Alain Roche : “Je sortais du milieu de joueur professionnel, là j’étais dirigeant, mais j’étais néophyte totalement”

    Sur ICI Paris Ile-de-France, l’ancien joueur et directeur sportif des Girondins de Bordeaux, Alain Roche, est revenu sur sa seconde carrière, celle de dirigeant, à commencer par celle de recruteur pour le Paris Saint-Germain (entrée dans la cellule de recrutement en 2003).

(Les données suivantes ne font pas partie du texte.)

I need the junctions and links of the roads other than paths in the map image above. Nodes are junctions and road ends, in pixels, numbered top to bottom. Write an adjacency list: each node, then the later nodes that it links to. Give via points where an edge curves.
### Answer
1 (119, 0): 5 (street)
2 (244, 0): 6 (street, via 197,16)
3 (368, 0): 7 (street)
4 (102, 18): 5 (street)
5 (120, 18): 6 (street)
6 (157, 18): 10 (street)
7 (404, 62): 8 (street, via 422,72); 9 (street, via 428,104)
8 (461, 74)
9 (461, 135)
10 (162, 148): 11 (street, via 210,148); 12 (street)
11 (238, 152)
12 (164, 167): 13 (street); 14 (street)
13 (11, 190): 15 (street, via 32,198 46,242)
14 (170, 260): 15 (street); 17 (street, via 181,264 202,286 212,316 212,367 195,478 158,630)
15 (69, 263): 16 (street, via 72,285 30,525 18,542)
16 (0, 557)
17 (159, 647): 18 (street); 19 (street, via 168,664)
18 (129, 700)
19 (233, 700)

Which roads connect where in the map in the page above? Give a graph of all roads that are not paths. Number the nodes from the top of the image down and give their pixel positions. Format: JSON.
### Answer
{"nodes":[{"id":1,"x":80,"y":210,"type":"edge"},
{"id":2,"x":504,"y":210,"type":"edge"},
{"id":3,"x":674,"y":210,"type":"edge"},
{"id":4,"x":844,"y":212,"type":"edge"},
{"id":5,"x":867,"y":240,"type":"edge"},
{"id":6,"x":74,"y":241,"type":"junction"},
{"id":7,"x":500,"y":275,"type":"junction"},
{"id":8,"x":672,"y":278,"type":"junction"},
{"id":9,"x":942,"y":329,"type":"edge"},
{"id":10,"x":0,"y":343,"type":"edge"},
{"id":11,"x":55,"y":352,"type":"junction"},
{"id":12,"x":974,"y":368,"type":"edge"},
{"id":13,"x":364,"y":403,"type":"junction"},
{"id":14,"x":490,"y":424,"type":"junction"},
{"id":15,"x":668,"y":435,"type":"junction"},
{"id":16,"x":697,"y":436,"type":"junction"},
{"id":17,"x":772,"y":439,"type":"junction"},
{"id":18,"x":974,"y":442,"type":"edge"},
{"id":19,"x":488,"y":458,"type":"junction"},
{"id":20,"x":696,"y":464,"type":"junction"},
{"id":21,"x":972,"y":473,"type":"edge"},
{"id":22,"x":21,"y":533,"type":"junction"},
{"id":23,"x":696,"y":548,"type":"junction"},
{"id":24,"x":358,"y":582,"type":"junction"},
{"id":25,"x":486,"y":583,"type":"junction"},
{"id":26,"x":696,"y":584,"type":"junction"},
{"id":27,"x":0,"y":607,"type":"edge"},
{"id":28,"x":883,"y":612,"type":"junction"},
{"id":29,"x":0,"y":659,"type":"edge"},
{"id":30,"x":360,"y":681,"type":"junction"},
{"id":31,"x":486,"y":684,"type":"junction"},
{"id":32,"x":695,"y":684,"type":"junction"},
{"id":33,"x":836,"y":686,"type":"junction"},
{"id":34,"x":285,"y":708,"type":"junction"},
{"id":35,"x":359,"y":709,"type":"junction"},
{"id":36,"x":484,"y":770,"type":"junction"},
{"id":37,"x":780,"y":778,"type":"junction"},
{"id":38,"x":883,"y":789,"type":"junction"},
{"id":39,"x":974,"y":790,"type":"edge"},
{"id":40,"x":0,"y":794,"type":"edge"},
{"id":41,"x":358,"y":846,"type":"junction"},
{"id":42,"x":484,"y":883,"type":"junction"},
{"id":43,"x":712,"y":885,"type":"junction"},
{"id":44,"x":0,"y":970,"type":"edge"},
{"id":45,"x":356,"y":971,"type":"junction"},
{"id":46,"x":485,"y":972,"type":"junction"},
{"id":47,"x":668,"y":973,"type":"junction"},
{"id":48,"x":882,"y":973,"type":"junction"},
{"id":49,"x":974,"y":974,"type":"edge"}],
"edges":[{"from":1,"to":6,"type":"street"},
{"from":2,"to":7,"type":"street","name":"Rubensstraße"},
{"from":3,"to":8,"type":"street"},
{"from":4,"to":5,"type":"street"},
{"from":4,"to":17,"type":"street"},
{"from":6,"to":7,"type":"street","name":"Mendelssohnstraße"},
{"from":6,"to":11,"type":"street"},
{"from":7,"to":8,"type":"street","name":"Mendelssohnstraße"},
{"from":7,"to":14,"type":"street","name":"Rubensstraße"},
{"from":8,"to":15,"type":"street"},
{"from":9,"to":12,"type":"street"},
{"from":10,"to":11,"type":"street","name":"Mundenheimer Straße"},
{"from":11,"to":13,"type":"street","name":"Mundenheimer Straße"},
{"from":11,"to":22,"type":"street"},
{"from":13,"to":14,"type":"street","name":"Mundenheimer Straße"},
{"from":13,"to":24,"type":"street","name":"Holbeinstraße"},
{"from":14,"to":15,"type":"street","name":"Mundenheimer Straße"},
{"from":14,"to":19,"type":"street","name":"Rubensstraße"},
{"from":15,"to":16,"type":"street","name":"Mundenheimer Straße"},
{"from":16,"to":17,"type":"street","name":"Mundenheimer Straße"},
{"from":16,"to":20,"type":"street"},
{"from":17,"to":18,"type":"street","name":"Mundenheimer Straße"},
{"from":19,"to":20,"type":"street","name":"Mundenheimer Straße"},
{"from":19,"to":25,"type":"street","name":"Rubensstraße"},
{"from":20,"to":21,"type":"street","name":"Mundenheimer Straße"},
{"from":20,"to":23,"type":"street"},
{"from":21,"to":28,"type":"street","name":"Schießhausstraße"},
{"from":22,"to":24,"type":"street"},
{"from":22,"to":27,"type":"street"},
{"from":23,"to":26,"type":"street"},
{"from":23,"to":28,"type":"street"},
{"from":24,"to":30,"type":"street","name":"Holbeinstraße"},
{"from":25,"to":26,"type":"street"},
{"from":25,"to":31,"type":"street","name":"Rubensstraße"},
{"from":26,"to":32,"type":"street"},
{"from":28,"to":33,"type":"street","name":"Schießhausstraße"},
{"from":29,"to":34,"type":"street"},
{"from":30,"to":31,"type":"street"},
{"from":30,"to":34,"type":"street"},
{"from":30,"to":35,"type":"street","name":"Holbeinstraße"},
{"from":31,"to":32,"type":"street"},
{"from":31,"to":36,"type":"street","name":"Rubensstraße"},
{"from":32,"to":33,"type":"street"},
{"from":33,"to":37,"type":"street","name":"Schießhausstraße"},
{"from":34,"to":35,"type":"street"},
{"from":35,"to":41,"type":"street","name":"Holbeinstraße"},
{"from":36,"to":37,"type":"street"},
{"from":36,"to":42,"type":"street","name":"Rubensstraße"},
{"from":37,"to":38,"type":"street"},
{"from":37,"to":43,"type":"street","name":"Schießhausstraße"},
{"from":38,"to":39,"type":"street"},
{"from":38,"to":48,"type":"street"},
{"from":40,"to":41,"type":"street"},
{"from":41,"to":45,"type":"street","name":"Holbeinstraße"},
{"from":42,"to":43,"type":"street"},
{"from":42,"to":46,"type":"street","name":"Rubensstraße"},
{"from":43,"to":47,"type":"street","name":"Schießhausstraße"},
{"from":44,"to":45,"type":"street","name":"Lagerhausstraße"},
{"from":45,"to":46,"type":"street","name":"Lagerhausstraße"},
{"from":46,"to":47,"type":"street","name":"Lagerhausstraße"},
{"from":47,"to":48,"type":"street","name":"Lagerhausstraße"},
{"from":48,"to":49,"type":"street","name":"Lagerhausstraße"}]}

    « J’ai trouvé un accord avec les Girondins de Bordeaux, ça ne se passe pas très bien ce départ. Je commence à travailler pour Canal+, Michel Denisot m’appelle pour faire quelques matches. En juin 2003, on m’appelle pour que je devienne responsable du recrutement. Revenir à Paris, où j’ai tous mes amis, et dans le club où j’ai beaucoup gagné et passé les plus belles années de ma vie, j’avoue que je suis plutôt attiré. Quelques jours plus tard, Laurent Perpère m’appelle à 7h30 du matin, me dit que ça ne va pas se faire car il a appris par la radio qu’il était viré. Je lis les journaux et j’apprends que Francis Graille devient le Président du PSG. J’ai appris à connait ce monsieur qui est une personne exceptionnelle. Vahid Halilhodzic arrive, et ils m’ont appelé fin juin pour me dire qu’ils avaient envie que je travaille avec eux. Au départ, on ne se connaissait pas, c’était un peu le gage de l’image du Paris Saint-Germain puisque j’y avais passé 6 ans… C’était bien pour eux. Donc pourquoi pas… Ils m’ont rappelé début septembre, on a trouvé un accord et je suis venu à Paris, comme responsable du recrutement. J’arrivais dans un milieu que je ne connaissais pas du tout, l’apprentissage a été rapide. Je sortais du milieu de joueur professionnel, là j’étais dirigeant, et d’apprendre au milieu de ces gens-là a été très important. Voilà comment ma carrière de dirigeant s’est lancée, mais j’étais néophyte, totalement. En plus il n’y avait aucuns moyens à l’époque… ».

    Qu’a t-il appris sur le tas dans cette fonction ?

    « Il faut apprendre à regarder, pas que la partie technique et tactique, mais les déplacements des joueurs, comment ils se situent, les connexions, les efforts… C’était à l’œil. A l’époque, il fallait se déplacer. Tout est fréquencé aussi. A l’époque, il fallait faire des déplacements dans les pays de l’Est, vous n’aviez pas de GPS, rien… C’était cependant génial. Il faut ensuite aller voir les joueurs pour connaitre leur mentalité, etc. Se créer un réseau avec les agents. C’est un apprentissage ».